Just when the naysayers were carping that the Public Service Commission wasn't tough enough on Baltimore Gas and Electric or its parent, Constellation Energy Group, relations turned downright frosty this past week. Is it real or is it melodrama? Hard to say. Constellation's threat to postpone potentially billions of dollars in investment and to sue the state for $386 million is certainly a serious matter.
What's difficult to understand is how a draft interim report on the 1999 stranded-costs settlement could have precipitated such an aggressive response by a company that claims to prefer an even keel. The report reviews the facts from the controversial settlement, including the $528 million given BGE for its transition costs and the potential $5 billion ratepayers may have to finance for the future closure of the Calvert Cliffs nuclear facility. Little of it is new.
Mostly, the document raises questions and offers policy options. They include some observations that, admittedly, are phrased in a manner that suggests PSC Chairman Steven B. Larsen isn't satisfied with Constellation's responses. That skeptical tone may be a change from the more agreeable phrasings of PSC chairmen past, but then the former state insurance commissioner wasn't chosen by Gov. Martin O'Malley for the job because of his diplomacy. Constellation Chairman Mayo A. Shattuck III may want to compare notes with former CareFirst BlueCross BlueShield CEO William L. Jews about that.

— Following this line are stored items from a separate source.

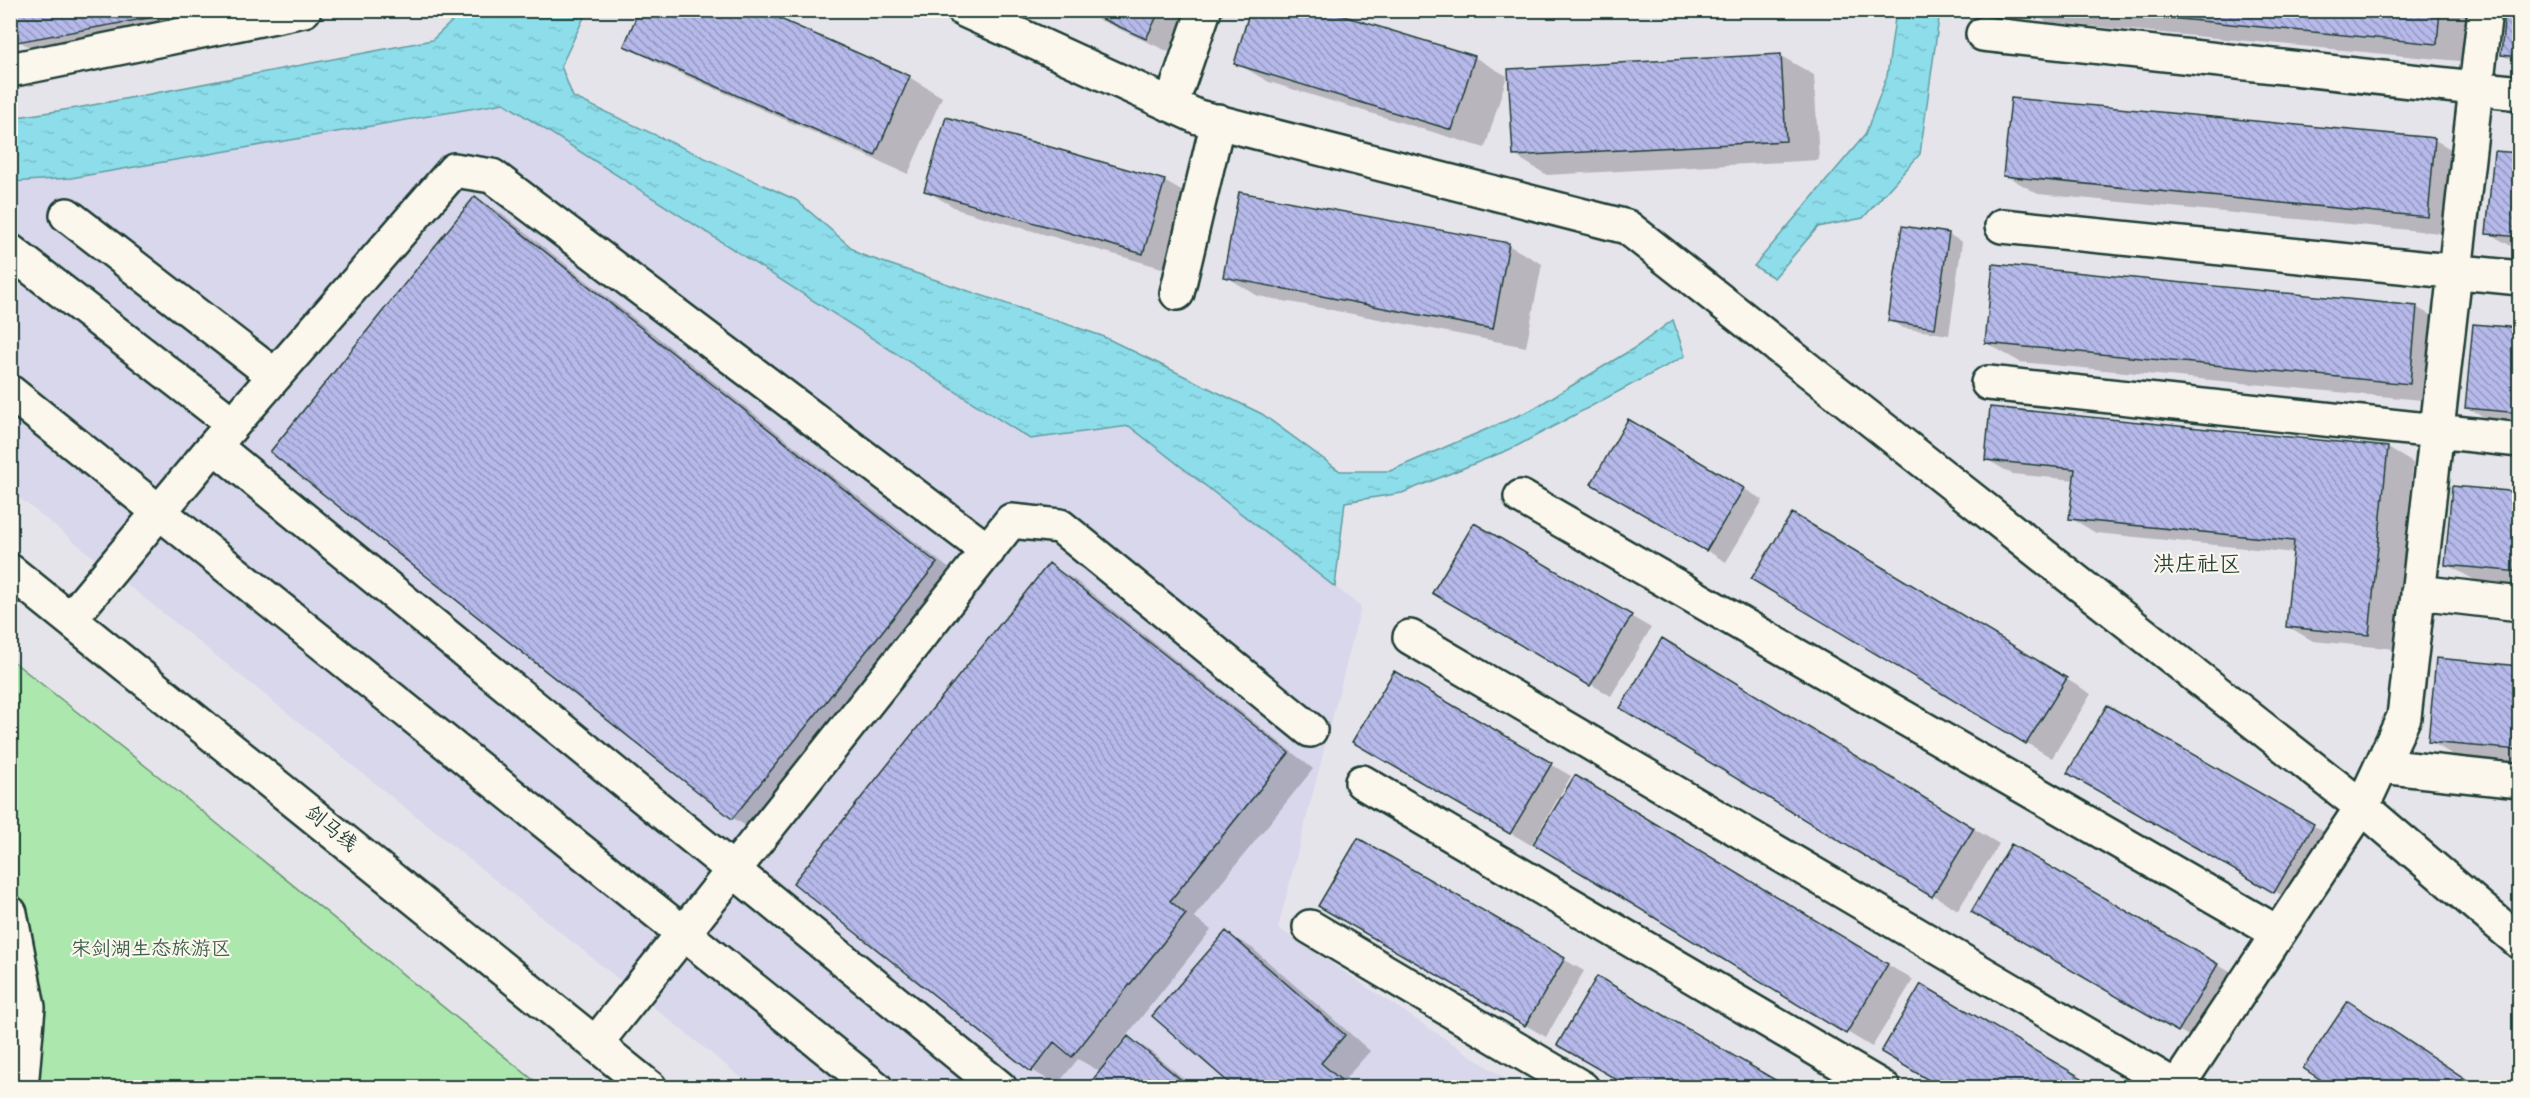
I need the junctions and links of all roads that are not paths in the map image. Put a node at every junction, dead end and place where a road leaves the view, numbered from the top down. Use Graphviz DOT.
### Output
graph roads {
  1 [pos="303,10"];
  2 [pos="964,10"];
  3 [pos="1204,10"];
  4 [pos="2485,10"];
  5 [pos="1983,34"];
  6 [pos="10,70"];
  7 [pos="2476,88"];
  8 [pos="2520,93"];
  9 [pos="1171,105"];
  10 [pos="1218,121"];
  11 [pos="67,215"];
  12 [pos="2002,226"];
  13 [pos="10,251"];
  14 [pos="2455,271"];
  15 [pos="2520,278"];
  16 [pos="1177,293"];
  17 [pos="275,376"];
  18 [pos="1988,383"];
  19 [pos="10,392"];
  20 [pos="2436,431"];
  21 [pos="224,435"];
  22 [pos="2520,440"];
  23 [pos="1521,497"];
  24 [pos="159,512"];
  25 [pos="988,551"];
  26 [pos="10,571"];
  27 [pos="2418,592"];
  28 [pos="2520,604"];
  29 [pos="71,618"];
  30 [pos="1410,637"];
  31 [pos="1310,730"];
  32 [pos="2381,766"];
  33 [pos="2520,781"];
  34 [pos="1362,782"];
  35 [pos="2362,807"];
  36 [pos="734,870"];
  37 [pos="10,913"];
  38 [pos="1310,927"];
  39 [pos="684,933"];
  40 [pos="2278,933"];
  41 [pos="2518,939"];
  42 [pos="596,1044"];
  43 [pos="2176,1087"];
  44 [pos="21,1088"];
  45 [pos="650,1088"];
  46 [pos="876,1088"];
  47 [pos="1000,1088"];
  48 [pos="1582,1088"];
  49 [pos="1882,1088"];
  1 -- 6 [label="main road"];
  2 -- 9 [label="main road"];
  3 -- 9 [label="main road"];
  4 -- 7 [label="main road"];
  5 -- 7 [label="main road"];
  7 -- 8 [label="main road"];
  7 -- 14 [label="main road"];
  9 -- 10 [label="main road"];
  10 -- 16 [label="main road"];
  10 -- 35 [label="main road"];
  11 -- 17 [label="main road"];
  12 -- 14 [label="main road"];
  13 -- 21 [label="main road"];
  14 -- 15 [label="main road"];
  14 -- 20 [label="main road"];
  17 -- 21 [label="main road"];
  17 -- 25 [label="main road"];
  18 -- 20 [label="main road"];
  19 -- 24 [label="main road"];
  20 -- 22 [label="main road"];
  20 -- 27 [label="main road"];
  21 -- 24 [label="main road"];
  21 -- 36 [label="main road"];
  23 -- 40 [label="main road"];
  24 -- 29 [label="main road"];
  24 -- 39 [label="main road"];
  25 -- 31 [label="main road"];
  25 -- 36 [label="main road"];
  26 -- 29 [label="main road, 剑马线"];
  27 -- 28 [label="main road"];
  27 -- 32 [label="main road"];
  29 -- 42 [label="main road, 剑马线"];
  30 -- 43 [label="main road"];
  32 -- 33 [label="main road"];
  32 -- 35 [label="main road"];
  34 -- 49 [label="main road"];
  35 -- 40 [label="main road"];
  35 -- 41 [label="main road"];
  36 -- 39 [label="main road"];
  36 -- 47 [label="main road"];
  37 -- 44 [label="main road"];
  38 -- 48 [label="main road"];
  39 -- 42 [label="main road"];
  39 -- 46 [label="main road"];
  40 -- 43 [label="main road"];
  42 -- 45 [label="main road, 剑马线"];
}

If Mr. Shattuck is worried that the General Assembly will try to rewrite the past, including the 1999 settlement, and take the matter to court, or worse, he has misjudged the politics of the moment. Legislators have little appetite for a fight, especially one they likely can't win. Most were ready (and perhaps still are) to do what's done to most interim reports in Annapolis - file them away.
Instead, Constellation has just reminded a still-unhappy public of the 2006 rate increase and the rancorous fight that followed. It could scarcely have done a better job of painting a target on its back. Not one to miss such an opportunity, Mr. O'Malley has chimed in with a vow to fight the lawsuit "and stand up for the best interests of the people."
How will this play out? Lawmakers will now look foolish if they allow the PSC to be bullied. At minimum, Mr. Larsen ought to be given the resources and authority to fully understand such matters as how the stranded-costs payment was used and whether the money set aside for shuttering Calvert Cliffs is adequate. Then, after a thorough and fair review, let the chips fall where they may.
Meanwhile, the public can't lose sight of two hard and cold facts. First, BGE rates are a product of a global energy market and, as such, they aren't likely to go down - ever. And second, Maryland faces a potential energy shortage in the not-too-distant future. It's important that this be addressed, and Constellation's proposed expansion of certain generating facilities - most especially Calvert Cliffs - ought to be encouraged.
Maryland's "regulatory environment" hasn't become the calamity that Constellation executives are now telling analysts. But we acknowledge that a few more confrontational weeks like this past one could push it strongly in that direction. Those involved need to tone down the rhetoric, take the lawyers off speed-dial, and have a respectful dialogue about the state's energy future. Too much is at stake to do otherwise.